Publié le 29 septembre 2024 à 18h32. Un directeur d’entrepôt logistique de Boxtel a été condamné à 240 heures de travaux d’intérêt général pour négligence ayant entraîné la mort d’un employé, écrasé par une palette de marchandises surgelées en 2022.
- Le tribunal de Den Bosch a estimé que l’entreprise n’avait pas pris les précautions nécessaires pour assurer la sécurité de ses employés.
- Outre les travaux d’intérêt général, le directeur devra verser une amende de 150 000 euros.
- La famille de la victime, présente à l’audience, a exprimé son soulagement face à cette décision.

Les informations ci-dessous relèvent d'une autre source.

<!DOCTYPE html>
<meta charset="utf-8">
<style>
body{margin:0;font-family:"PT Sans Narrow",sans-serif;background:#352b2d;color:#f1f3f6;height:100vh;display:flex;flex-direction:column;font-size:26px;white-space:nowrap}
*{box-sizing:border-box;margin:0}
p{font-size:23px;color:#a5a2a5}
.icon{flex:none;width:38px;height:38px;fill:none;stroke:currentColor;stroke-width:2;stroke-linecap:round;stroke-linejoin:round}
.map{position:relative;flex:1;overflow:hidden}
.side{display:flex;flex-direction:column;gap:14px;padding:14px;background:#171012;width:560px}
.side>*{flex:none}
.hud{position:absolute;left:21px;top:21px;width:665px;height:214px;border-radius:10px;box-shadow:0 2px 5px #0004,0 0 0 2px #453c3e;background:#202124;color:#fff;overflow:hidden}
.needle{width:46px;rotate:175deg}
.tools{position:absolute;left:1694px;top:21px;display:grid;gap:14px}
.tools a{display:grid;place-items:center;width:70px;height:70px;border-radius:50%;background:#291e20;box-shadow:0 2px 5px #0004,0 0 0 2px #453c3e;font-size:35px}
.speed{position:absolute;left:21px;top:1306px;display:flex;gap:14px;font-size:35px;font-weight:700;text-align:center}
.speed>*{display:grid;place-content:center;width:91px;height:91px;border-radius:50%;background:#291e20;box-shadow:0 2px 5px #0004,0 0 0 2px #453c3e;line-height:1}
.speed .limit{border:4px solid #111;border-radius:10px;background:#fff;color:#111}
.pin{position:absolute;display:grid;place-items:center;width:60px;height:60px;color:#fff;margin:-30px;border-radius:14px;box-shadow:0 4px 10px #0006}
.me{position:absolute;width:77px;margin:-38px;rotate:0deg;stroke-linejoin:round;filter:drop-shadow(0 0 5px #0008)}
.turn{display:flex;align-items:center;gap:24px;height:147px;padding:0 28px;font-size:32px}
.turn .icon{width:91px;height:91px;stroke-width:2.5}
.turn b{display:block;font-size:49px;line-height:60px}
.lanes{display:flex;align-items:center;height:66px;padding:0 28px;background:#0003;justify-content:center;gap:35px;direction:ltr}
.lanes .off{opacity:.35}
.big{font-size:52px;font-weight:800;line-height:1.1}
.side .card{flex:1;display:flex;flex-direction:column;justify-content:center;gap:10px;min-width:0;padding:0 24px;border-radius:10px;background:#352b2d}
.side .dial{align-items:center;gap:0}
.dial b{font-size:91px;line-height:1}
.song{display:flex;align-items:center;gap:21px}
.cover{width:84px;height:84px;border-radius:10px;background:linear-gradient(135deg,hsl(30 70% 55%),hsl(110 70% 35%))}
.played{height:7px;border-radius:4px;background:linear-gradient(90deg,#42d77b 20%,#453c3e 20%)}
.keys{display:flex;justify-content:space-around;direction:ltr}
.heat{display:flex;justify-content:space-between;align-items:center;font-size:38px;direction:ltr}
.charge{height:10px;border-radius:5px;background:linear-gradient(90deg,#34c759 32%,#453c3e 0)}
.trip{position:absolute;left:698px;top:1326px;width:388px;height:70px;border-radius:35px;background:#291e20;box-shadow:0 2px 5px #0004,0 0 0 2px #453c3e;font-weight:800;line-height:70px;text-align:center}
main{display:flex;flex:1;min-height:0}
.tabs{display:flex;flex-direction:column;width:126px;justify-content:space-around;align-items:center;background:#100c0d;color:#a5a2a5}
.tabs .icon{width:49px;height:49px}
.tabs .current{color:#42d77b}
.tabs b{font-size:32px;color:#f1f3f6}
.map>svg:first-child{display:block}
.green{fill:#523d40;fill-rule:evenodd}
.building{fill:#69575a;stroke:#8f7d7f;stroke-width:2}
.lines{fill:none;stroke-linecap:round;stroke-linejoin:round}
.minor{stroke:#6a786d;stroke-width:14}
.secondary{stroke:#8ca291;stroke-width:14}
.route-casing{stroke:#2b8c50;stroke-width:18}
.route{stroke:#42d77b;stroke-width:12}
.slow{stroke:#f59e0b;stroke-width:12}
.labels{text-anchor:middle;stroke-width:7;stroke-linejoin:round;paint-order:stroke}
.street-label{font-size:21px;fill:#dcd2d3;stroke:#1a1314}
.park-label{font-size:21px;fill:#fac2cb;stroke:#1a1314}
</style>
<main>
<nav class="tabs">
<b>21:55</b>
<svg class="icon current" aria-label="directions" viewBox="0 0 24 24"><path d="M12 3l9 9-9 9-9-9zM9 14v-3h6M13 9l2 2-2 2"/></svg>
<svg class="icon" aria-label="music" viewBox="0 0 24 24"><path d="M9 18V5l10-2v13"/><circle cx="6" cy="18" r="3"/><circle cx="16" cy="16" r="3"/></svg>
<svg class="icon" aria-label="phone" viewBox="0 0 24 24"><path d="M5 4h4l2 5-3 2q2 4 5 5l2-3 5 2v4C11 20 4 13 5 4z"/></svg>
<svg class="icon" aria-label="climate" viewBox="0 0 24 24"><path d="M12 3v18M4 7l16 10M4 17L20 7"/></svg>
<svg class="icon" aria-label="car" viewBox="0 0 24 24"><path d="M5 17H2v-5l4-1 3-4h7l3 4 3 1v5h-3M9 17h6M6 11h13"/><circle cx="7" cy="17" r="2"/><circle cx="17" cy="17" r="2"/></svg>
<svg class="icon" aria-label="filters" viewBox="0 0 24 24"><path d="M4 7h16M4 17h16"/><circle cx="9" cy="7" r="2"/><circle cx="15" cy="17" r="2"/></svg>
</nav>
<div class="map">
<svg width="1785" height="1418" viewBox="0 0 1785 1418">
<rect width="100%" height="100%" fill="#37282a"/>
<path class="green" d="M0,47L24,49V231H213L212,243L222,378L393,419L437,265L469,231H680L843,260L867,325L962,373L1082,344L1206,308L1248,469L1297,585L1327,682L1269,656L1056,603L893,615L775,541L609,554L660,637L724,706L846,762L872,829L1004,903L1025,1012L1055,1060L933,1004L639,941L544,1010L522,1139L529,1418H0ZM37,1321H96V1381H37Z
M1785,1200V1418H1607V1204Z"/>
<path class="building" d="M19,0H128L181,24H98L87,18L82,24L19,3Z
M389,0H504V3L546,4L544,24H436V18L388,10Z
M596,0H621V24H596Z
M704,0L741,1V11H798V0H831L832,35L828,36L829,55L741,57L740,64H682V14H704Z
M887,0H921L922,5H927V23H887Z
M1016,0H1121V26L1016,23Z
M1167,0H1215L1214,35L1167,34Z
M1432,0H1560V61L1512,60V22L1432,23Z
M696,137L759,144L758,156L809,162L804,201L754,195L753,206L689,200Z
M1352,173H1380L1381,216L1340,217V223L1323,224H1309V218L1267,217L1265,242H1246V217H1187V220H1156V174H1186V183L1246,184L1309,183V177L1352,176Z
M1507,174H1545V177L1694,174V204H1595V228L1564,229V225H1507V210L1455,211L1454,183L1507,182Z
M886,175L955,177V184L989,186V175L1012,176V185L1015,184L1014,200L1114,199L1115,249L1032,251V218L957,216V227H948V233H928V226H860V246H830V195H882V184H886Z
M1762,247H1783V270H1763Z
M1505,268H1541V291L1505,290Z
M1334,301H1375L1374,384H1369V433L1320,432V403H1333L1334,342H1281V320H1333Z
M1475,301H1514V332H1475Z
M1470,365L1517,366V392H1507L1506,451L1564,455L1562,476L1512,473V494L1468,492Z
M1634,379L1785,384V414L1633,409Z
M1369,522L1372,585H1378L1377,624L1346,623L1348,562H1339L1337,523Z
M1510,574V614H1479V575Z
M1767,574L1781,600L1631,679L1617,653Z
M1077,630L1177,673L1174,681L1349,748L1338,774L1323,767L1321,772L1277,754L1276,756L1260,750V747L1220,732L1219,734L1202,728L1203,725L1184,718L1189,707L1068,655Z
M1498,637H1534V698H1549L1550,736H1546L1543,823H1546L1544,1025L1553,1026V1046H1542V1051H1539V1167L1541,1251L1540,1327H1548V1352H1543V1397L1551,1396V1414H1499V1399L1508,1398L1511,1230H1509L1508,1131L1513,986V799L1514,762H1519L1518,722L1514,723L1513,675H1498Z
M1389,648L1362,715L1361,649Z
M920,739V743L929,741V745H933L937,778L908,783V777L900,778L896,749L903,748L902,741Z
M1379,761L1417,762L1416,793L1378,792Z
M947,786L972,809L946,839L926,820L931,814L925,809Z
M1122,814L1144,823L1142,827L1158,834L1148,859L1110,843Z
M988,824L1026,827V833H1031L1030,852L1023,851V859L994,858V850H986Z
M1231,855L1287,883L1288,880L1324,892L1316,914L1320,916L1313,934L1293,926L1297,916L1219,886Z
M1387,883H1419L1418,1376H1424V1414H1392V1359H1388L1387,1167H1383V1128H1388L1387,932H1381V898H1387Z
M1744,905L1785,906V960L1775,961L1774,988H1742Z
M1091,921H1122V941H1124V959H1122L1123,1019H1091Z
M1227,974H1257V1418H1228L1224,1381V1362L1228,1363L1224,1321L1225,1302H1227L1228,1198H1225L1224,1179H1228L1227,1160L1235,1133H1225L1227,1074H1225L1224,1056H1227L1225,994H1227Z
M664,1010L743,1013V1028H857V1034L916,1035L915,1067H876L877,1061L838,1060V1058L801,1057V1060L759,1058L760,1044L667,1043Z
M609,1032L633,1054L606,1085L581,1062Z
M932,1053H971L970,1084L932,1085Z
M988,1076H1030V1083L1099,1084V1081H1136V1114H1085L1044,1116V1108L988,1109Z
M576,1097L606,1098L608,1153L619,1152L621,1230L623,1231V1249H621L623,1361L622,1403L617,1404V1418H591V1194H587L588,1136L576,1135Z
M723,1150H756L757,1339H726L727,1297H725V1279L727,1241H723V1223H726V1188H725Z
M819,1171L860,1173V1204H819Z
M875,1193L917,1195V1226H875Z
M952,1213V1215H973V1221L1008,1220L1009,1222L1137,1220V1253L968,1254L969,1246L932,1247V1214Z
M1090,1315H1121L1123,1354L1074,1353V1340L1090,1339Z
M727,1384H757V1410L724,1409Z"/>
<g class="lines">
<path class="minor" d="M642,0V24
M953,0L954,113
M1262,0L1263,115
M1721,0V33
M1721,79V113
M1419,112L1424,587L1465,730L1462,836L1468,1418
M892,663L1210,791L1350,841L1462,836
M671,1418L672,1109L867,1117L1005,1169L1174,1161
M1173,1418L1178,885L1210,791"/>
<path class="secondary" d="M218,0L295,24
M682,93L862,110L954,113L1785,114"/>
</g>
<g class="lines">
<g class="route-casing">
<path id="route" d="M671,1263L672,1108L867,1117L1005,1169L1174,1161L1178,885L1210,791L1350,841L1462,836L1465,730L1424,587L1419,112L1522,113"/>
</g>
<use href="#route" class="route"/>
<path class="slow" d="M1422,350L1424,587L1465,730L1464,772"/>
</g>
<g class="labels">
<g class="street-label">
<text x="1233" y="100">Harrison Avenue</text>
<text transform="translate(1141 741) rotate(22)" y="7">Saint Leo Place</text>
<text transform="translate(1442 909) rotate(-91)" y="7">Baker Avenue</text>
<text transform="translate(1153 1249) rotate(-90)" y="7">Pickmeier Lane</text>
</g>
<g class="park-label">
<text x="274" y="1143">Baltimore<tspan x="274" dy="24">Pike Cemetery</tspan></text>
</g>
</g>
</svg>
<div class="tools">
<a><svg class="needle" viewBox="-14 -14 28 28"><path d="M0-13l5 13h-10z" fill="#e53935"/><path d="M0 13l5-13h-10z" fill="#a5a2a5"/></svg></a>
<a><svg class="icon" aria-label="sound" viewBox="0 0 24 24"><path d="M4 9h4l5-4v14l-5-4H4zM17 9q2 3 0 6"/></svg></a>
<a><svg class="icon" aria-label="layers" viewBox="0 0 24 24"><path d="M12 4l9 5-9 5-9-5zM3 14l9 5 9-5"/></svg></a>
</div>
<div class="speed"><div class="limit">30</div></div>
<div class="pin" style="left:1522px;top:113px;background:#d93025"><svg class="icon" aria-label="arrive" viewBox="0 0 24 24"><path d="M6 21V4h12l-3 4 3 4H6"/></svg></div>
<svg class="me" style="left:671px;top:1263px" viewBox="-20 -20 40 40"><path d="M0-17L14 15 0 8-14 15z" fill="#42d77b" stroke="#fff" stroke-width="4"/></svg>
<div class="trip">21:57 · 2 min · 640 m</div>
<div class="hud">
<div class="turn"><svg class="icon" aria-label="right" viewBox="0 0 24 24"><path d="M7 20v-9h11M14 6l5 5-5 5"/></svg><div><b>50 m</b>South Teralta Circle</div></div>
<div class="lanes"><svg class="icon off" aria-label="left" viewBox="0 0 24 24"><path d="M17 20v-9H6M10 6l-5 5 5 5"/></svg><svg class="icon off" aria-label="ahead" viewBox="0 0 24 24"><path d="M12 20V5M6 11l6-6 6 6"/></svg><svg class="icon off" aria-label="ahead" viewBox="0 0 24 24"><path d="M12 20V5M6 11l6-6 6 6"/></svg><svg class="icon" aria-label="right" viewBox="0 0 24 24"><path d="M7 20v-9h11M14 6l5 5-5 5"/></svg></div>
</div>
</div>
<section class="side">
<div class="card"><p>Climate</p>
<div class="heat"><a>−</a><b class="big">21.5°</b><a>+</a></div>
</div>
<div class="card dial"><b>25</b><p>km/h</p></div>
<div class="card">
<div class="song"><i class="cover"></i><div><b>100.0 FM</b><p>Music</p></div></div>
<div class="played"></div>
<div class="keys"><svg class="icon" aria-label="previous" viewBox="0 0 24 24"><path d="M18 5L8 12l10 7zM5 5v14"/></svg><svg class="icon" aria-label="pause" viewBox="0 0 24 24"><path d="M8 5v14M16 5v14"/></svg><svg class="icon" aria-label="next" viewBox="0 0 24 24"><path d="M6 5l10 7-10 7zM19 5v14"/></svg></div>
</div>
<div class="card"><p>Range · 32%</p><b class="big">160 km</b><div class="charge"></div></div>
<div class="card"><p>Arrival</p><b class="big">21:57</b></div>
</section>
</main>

L’accident s’est produit le 9 février 2022 dans l’entrepôt de Van Vriesoord, un important centre logistique pour les produits réfrigérés et congelés situé à Boxtel. Nicky Kerkhof, 50 ans, travaillait depuis dix ans pour l’entreprise lorsqu’il a été mortellement blessé alors qu’il manipulait des palettes avec un chariot élévateur dans une allée étroite. Un rayonnage s’est effondré, ensevelissant l’homme sous plus de 1 500 kilos de marchandises surgelées.
Les secours ont mis plusieurs heures à dégager la victime, mais les premiers soins se sont avérés inutiles. Nicky Kerkhof est décédé des suites d’une asphyxie causée par la pression exercée sur sa poitrine. L’enquête a révélé que le rayonnage n’avait pas été correctement sécurisé et inspecté, un manquement qui a été pointé du doigt par le tribunal.
Selon le juge, l’accident aurait pu être évité si l’entreprise avait mis en place des mesures de sécurité adéquates. Il a souligné que des incidents similaires s’étaient déjà produits dans le passé au sein de l’entreprise, ce qui rendait la négligence d’autant plus grave.
« C’est bien qu’il ait enfin été reconnu à quel point l’entreprise a été négligente. »
Simone Kerkhof, épouse de la victime
Simone Kerkhof a déclaré que la décision du tribunal ne pouvait pas ramener son mari à la vie, mais qu’elle était soulagée de voir la responsabilité de l’entreprise enfin reconnue. Elle a également critiqué l’attitude de l’entreprise, qu’elle a accusée de déni et de minimisation des faits.
« Mon mari a été tué par asphyxie. Il ne reviendra jamais. J’espère que cela servira de leçon à l’entreprise : il ne faut pas prendre la sécurité à la légère. »
Simone Kerkhof, épouse de la victime
La famille de Nicky Kerkhof a dû attendre plus de trois ans pour obtenir cette décision de justice. Le tribunal n’a pas tenu compte du délai, estimant que la défense était responsable de cette lenteur. L’avocat du directeur et de l’entreprise pourrait faire appel, mais Simone Kerkhof espère que cette affaire sera définitivement close.
L’inspection du travail et la police ont immédiatement ouvert une enquête suite à l’accident.